What Is Considered ‘Offensive’ Under NSW Criminal Law?


Offensive conduct is a frequently prosecuted crime in NSW.

Section 4 of the Summary Offences Act 1988 provides that “a person must not conduct himself or herself in an offensive manner in or near, or within view or hearing from, a public place or a school.”

The offence is different to ‘offensive language’ which is a crime under section 4A of the same Act – indeed, the legislation makes it clear that a person cannot be found guilty of offensive conduct merely by using offensive language.

It is a defence to a charge of offensive conduct where a person has a “reasonable excuse for conducting himself or herself in the manner.”

The maximum penalty for offensive conduct is 3 months behind bars or a fine of $660. A conviction for the offence results in a criminal record.

The authorities

The Summary Offences Act doesn’t list or define what is considered “offensive.” So we must turn to the common law to gain an understanding the word in the context of criminal law.

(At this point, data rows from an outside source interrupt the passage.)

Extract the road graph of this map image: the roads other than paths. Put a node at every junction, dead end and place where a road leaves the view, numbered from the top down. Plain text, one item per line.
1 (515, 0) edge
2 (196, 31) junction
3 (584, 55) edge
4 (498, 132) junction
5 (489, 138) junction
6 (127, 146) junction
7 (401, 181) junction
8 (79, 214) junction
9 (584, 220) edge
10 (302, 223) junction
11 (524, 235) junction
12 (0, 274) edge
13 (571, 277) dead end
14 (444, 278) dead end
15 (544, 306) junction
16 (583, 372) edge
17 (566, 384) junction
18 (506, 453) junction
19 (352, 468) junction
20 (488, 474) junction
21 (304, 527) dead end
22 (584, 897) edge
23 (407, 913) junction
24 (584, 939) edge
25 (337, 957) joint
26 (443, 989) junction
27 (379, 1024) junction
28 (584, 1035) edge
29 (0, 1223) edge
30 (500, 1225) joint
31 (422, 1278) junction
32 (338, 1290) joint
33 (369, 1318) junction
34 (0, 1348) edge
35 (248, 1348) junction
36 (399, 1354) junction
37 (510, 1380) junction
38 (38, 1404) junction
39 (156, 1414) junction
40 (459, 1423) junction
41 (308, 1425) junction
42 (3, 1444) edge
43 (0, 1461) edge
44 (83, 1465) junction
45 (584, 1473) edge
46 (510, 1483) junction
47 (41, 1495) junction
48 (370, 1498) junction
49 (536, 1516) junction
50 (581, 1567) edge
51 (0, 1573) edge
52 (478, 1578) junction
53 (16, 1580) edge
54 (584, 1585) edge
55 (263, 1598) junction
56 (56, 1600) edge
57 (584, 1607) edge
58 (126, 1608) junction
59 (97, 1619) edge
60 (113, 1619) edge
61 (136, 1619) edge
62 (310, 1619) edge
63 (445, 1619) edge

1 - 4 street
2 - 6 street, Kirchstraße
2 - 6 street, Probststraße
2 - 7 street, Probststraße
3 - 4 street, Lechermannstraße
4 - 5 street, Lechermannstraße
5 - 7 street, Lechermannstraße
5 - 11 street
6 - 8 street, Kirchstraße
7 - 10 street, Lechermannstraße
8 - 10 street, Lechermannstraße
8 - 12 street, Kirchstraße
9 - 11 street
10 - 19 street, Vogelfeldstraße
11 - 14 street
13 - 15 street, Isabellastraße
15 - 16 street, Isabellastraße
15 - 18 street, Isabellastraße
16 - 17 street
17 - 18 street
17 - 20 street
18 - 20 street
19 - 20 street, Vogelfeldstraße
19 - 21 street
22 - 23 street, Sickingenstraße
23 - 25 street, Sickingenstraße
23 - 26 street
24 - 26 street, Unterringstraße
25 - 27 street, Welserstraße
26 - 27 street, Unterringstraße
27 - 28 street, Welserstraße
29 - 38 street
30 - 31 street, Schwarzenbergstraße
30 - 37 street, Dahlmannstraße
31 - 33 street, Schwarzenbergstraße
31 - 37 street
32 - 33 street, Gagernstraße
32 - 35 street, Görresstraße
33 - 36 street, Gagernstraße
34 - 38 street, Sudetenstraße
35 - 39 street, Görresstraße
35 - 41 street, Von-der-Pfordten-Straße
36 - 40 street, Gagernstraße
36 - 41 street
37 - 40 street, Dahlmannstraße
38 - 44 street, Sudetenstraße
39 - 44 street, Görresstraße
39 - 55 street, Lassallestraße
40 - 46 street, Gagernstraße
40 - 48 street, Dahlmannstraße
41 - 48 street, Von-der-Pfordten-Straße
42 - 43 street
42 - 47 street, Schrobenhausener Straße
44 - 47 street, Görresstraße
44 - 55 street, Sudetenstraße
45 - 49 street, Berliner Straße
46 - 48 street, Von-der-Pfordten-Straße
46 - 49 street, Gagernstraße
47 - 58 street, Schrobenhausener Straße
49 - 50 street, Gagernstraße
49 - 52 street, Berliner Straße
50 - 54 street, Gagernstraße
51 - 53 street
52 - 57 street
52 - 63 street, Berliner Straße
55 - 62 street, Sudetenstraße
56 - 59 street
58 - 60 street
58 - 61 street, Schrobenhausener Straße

In the classic 1951 Victorian Supreme Court (VSC) case of Worcester v Smith, Justice O’Bryan found that something is offensive if it is “… calculated to wound the feelings, arouse anger or resentment or disgust in the mind of a reasonable person.”

Justice Kerr affirmed and expanded upon this definition in the 1966 ACT Supreme Court case of Ball v McIntyre, which involved a war protester with a placard that read “I will not fight in Vietnam” squatting on a statute of King George V outside Parliament House in Canberra.

According to Justice Kerr, conduct can be “hurtful or blameworthy or improper” and offend “against standards of good taste or good manners,” but may still not amount to offensive under the criminal law.

Defending the offensive

Sydney barrister Mark Dennis in his 2011 paper ‘Dog Arse Cunts’ takes a look at what constitutes offensive manner and language under Australian law.

Mr Dennis outlines that a key issue regarding the definition of offensive from the perspective of a criminal defence lawyer is that the word “calculated” means “intended,” as it is much harder for the prosecution to prove that offensive behaviour was intended to be so.

Contemporary standards

Another pertinent aspect to the argument is the question of “contemporary standards.” Mr Dennis cites the comments of VSC Justice Harper in 1998’s Pell v The Council of the National Gallery of Victoria.

That case involved then Catholic Archbishop George Pell seeking an injunction to prevent a photo of a crucifix immersed in urine – Andres Serrano’s Piss Christ – from being publicly displayed, as he argued it breached state summary offences because it displayed “an indecent or obscene figure.”

Justice Harper explained the prevailing values of the “multicultural, partly secular and largely tolerant if not permissive” society of the day had to be considered when establishing whether the artwork was offensive.

A breach of the peace

The justice refused the injunction, as he could not ascertain whether exhibiting the photo would breach the criminal law, because there was no evidence of “any unrest of any kind following or likely to follow the showing of the photograph in question.”

Mr Dennis suggests the “unrest” Justice Harper was referring to is the concept of a “breach of the peace.” He points out that the common law is evolving, or has evolved, to a point where a breach of the peace must be determined in to establish an “offensiveness”.

A mens rea of offensive

Mr Dennis points out that the word “calculated” makes it necessary to establish a mens rea, or a criminal intention, behind behaviour that’s led to a charge of offensive conduct.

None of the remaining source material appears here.